Bitter Truths About Chocolate - No 2

Enjoying that Kit-Kat? Well stop because it's made of monkey fingers ! OK. It isn't really. But it might as well be according to Greenpeace.

Greenpeace learned that Nestle was dragging its heels on a promise it (and every other chocolate company) had made to stop using palm oil (a substance used in place of cocoa butter). Palm oil is produced by plantation owners who clear vast amounts of rainforest, endangering the Sumatran tigers, orangutans and rhinoceroses that live there.

Flipping off Mother Nature just that extra little bit, these particular rainforests sit on peat bogs, which release tons of carbon into the atmosphere when disturbed. Just these deeds, plus some pressure from Internet groups, made most chocolate companies, like Cadbury, immediately begin to phase out their business dealings in Malaysia and Indonesia.

The fact that these plantations were also accused of using slaves, stealing land and outright murdering people is barely mentioned in the little bit of media covering this issue. Of course, Nestle has been dealing with slave labor to purchase cocoa for years, so it's doubtful they'd let a few brutal human rights violations elsewhere get in the way of business.

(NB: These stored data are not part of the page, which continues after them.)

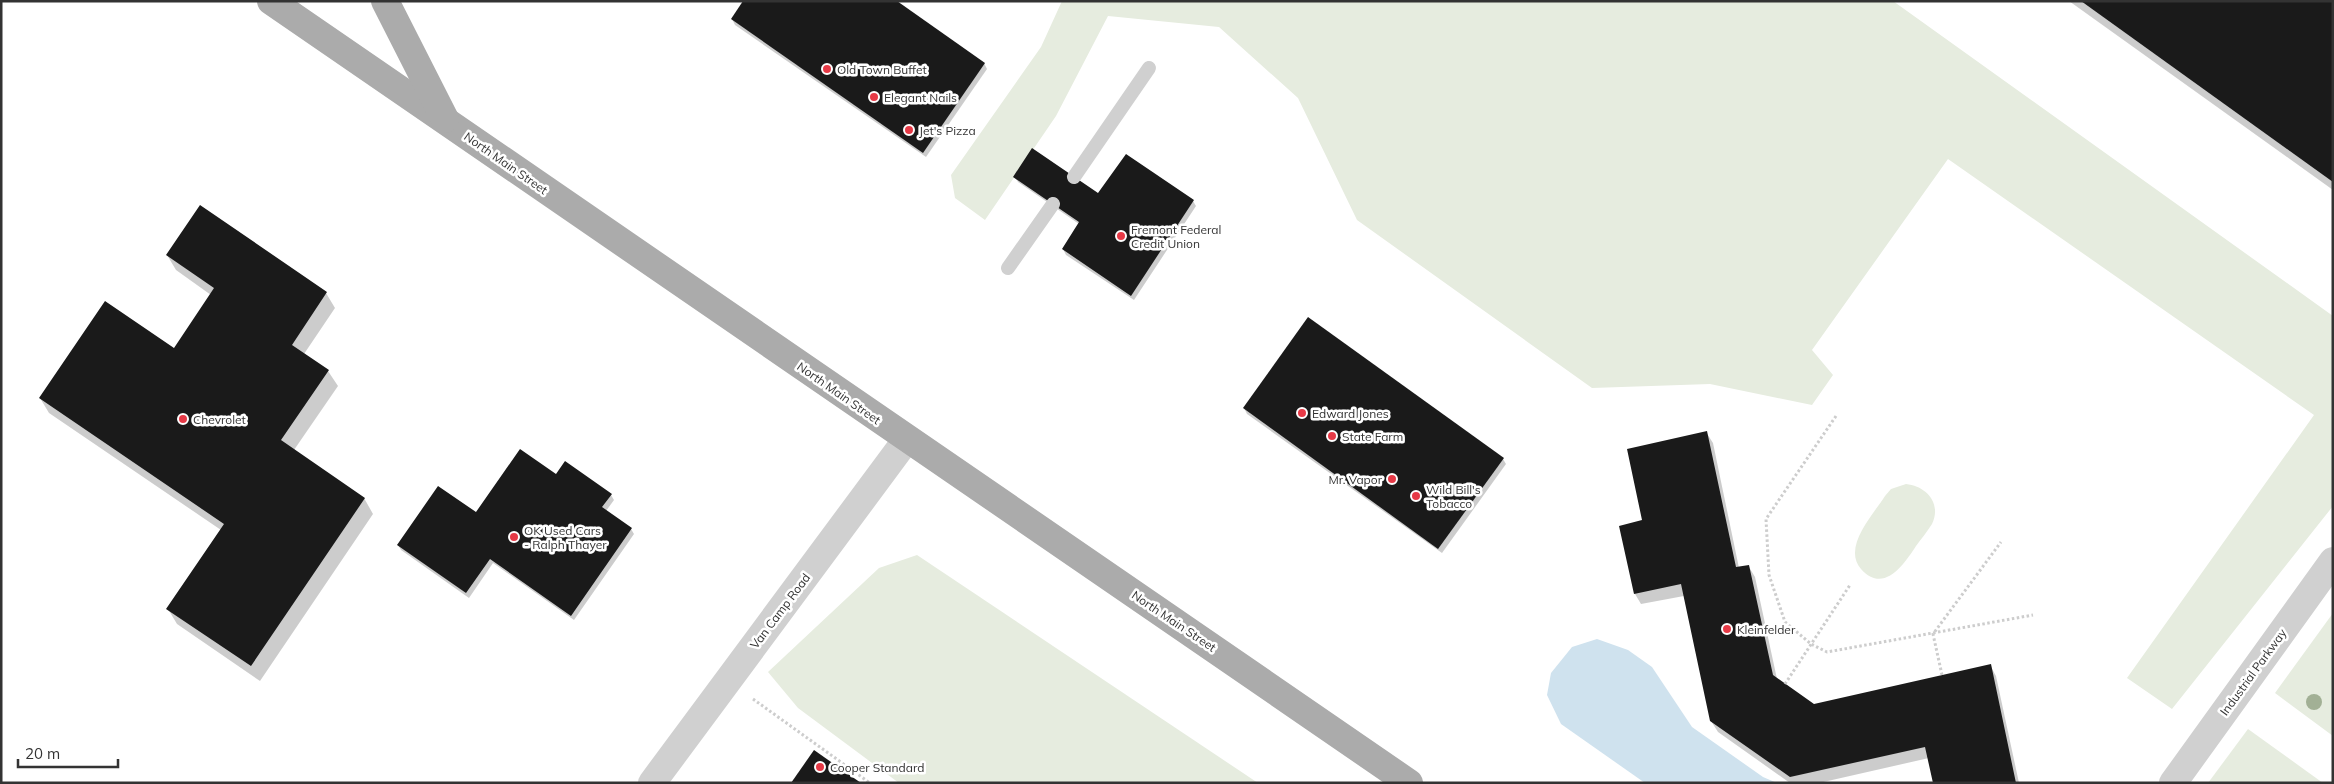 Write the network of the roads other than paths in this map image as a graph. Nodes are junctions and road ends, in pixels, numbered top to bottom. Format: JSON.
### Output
{"nodes":[{"id":1,"x":271,"y":1,"type":"edge"},
{"id":2,"x":385,"y":1,"type":"edge"},
{"id":3,"x":1149,"y":68,"type":"dead end"},
{"id":4,"x":447,"y":122,"type":"junction"},
{"id":5,"x":1074,"y":177,"type":"dead end"},
{"id":6,"x":1053,"y":204,"type":"dead end"},
{"id":7,"x":1008,"y":268,"type":"dead end"},
{"id":8,"x":907,"y":440,"type":"junction"},
{"id":9,"x":2333,"y":561,"type":"edge"},
{"id":10,"x":652,"y":783,"type":"edge"},
{"id":11,"x":1409,"y":783,"type":"edge"},
{"id":12,"x":2173,"y":783,"type":"edge"}],
"edges":[{"from":1,"to":4,"type":"main road","name":"North Main Street"},
{"from":2,"to":4,"type":"main road"},
{"from":3,"to":5,"type":"lane"},
{"from":4,"to":8,"type":"main road","name":"North Main Street"},
{"from":6,"to":7,"type":"lane"},
{"from":8,"to":10,"type":"street","name":"Van Camp Road"},
{"from":8,"to":11,"type":"main road","name":"North Main Street"},
{"from":9,"to":12,"type":"street","name":"Industrial Parkway"}]}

And it hasn't. Just last year, Nestle was discovered buying milk from farms owned by Grace Mugabe, wife of Robert Mugabe, President of Zimbabwe. To give you some context here, Mugabe once expressed a desire to " be a Hitler tenfold."

Grace Mugabe [aka The First Shopper in Zimbabwe] a woman who has spent millions on foreign shopping trips while her own people suffer ridiculous poverty, lives in a sprawling home dubbed Gracelands and has a jet once owned by Playboy tycoon Hugh Hefner.She once beat the hell out of a Times photographer (because he was taking pictures of her lavish spending), she runs these farms like you might expect: Terribly.

Asked why she spends thousands on Ferragamo shoes while her people starved, she replied simply: "I have very narrow feet, so I wear only Ferragamo."


Workers are paid 40 dollars a month, can't afford the milk they help to produce and don't have electricity in the houses provided by the business. Also bad, the farms themselves were basically stolen, back in 2003, from the original owners after months of violence and intimidation by the Mugabe regime. The United States, Canada and the EU all have trade sanctions against Grace Mugabe. Nestle, however, is based in Switzerland, which isn't part of the EU, so they don't have to give a rat's ass.

One month after Nestle's relationship with the Mugabes came to light, Nestle pulled out of Zimbabwe, citing international pressure. The fact that Mugabe's thugs had begun harassing Nestle workers was just a wacky coincidence, wacky events being expected when you're working in the candy industry.